His heart ignited with shadows of malice, a fleeting desire to slash the back that drifted further ahead, as though that was the only way to prove he was no puppet, no toy to be squeezed until lifeless.
But that shadow never came to pass, for in the face of reality laid bare, he had no room to resist.
Hatred narrowed itself, converging on Ling Xu, whom he saw as an Enlightened Outcast, a lowly goddess unworthy of demanding sacrifice.
To him, the greatest humiliation was not his body being wrung dry, but being forced into submission—compelled to acknowledge that even in a world that degraded the Gods themselves, he still remained beneath another's shadow.

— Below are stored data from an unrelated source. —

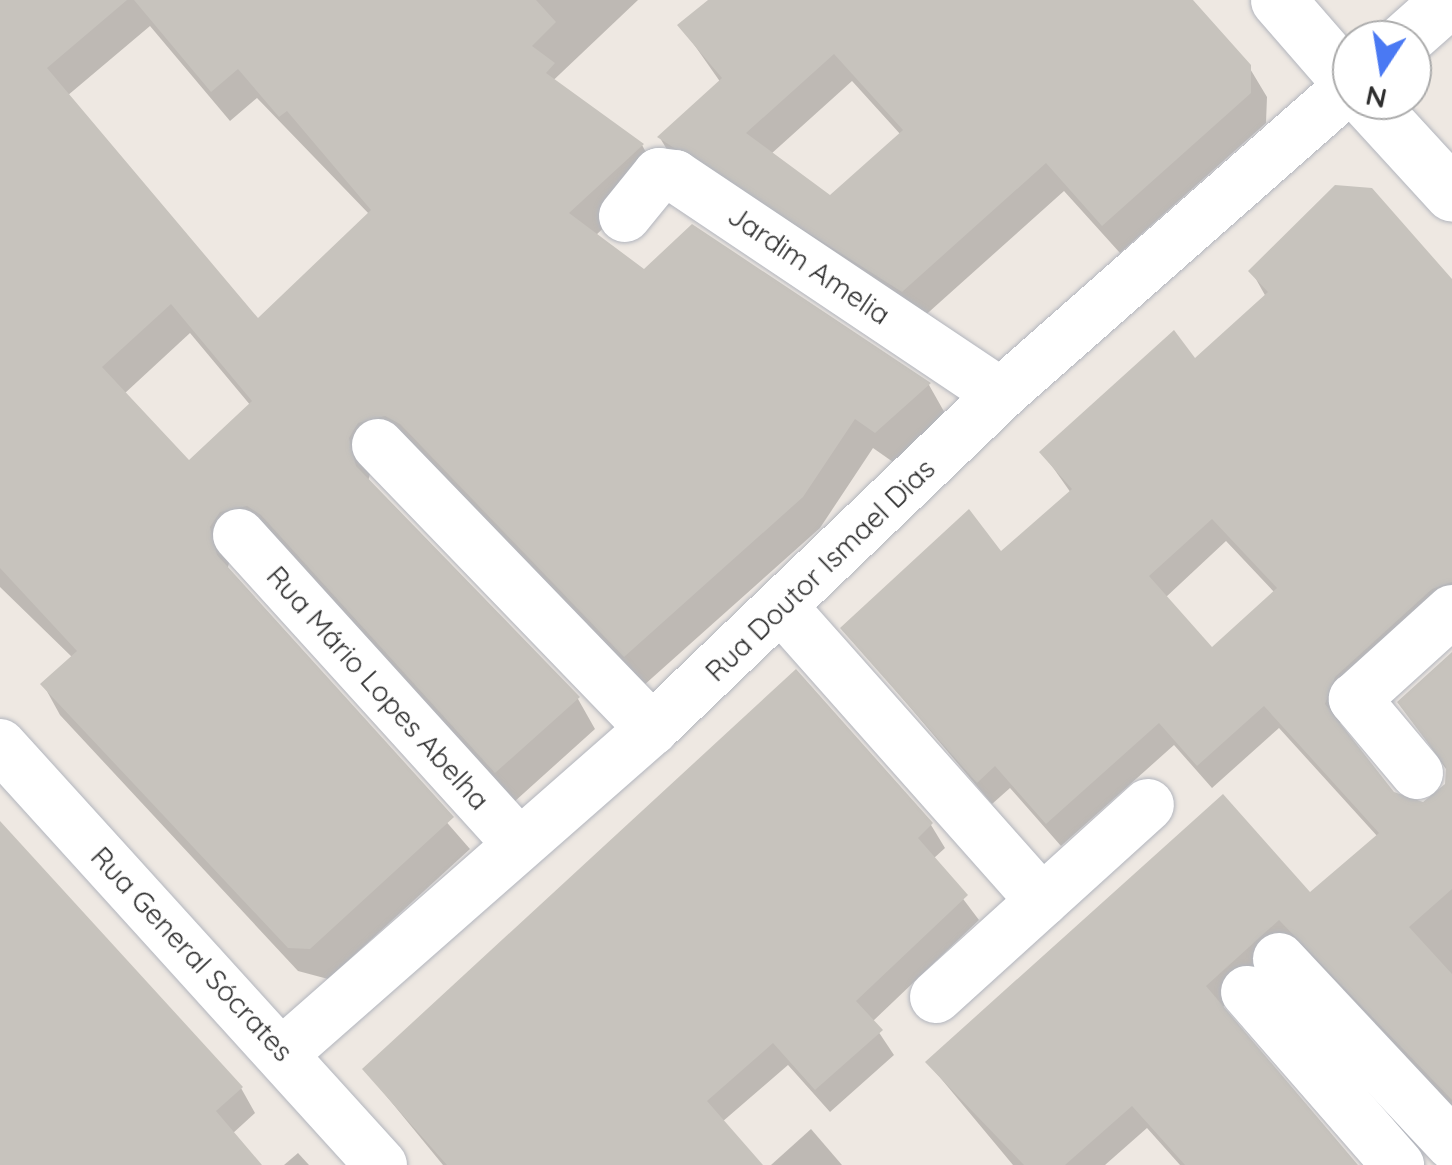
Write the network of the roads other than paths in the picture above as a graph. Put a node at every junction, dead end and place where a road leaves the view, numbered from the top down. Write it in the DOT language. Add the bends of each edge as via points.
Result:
graph roads {
  1 [pos="1278,0"];
  2 [pos="1449,0"];
  3 [pos="1426,20"];
  4 [pos="1332,62"];
  5 [pos="1332,103"];
  6 [pos="1384,120"];
  7 [pos="1452,194"];
  8 [pos="625,216"];
  9 [pos="1002,394"];
  10 [pos="378,445"];
  11 [pos="239,534"];
  12 [pos="784,610"];
  13 [pos="1452,611"];
  14 [pos="652,729"];
  15 [pos="0,745"];
  16 [pos="1417,773"];
  17 [pos="1148,805"];
  18 [pos="517,842"];
  19 [pos="1042,901"];
  20 [pos="936,997"];
  21 [pos="284,1052"];
  22 [pos="1452,1144"];
  23 [pos="381,1165"];
  24 [pos="1398,1165"];
  1 -- 4 [label="street"];
  2 -- 3 [label="street"];
  5 -- 9 [label="street, Rua Doutor Ismael Dias"];
  6 -- 7 [label="street"];
  8 -- 9 [label="street, Jardim Amelia" via="659,174 675,176"];
  9 -- 12 [label="street, Rua Doutor Ismael Dias"];
  10 -- 14 [label="street"];
  11 -- 18 [label="street, Rua Mário Lopes Abelha"];
  12 -- 14 [label="street, Rua Doutor Ismael Dias"];
  12 -- 19 [label="street"];
  13 -- 16 [label="street" via="1355,699"];
  14 -- 18 [label="street, Rua Doutor Ismael Dias"];
  15 -- 21 [label="street, Rua General Sócrates"];
  17 -- 19 [label="street"];
  18 -- 21 [label="street, Rua Doutor Ismael Dias"];
  19 -- 20 [label="street"];
  21 -- 23 [label="street, Rua General Sócrates"];
  22 -- 24 [label="street" via="1263,975"];
}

Across every level of cultivation, from the most basic to the most legendary, his name had been an undeniable source of dread.
Every layer of power that others took pride in stood instead as proof of how utterly unreachable he was.
From the Foundation of Stars—encompassing the Lower Star, the Common Star, the Singular Star, and the Supernatural Star—none could dare challenge him.
Ascending to the level of the Celestial Meridians—crossing the Radiant Sky, the Lantern Glow, the World's Glitter, and its thunderous pinnacle, the Starless—his might remained unrivaled.
And to those who had reached the Grand Cosmos with its ten Crystals of Descent, or touched the Sovereignty of Dao through the stages of Seed, Root, Branch, Leaf, Fruit, and Dew—all those achievements were nothing but childish play, mere children frolicking before him.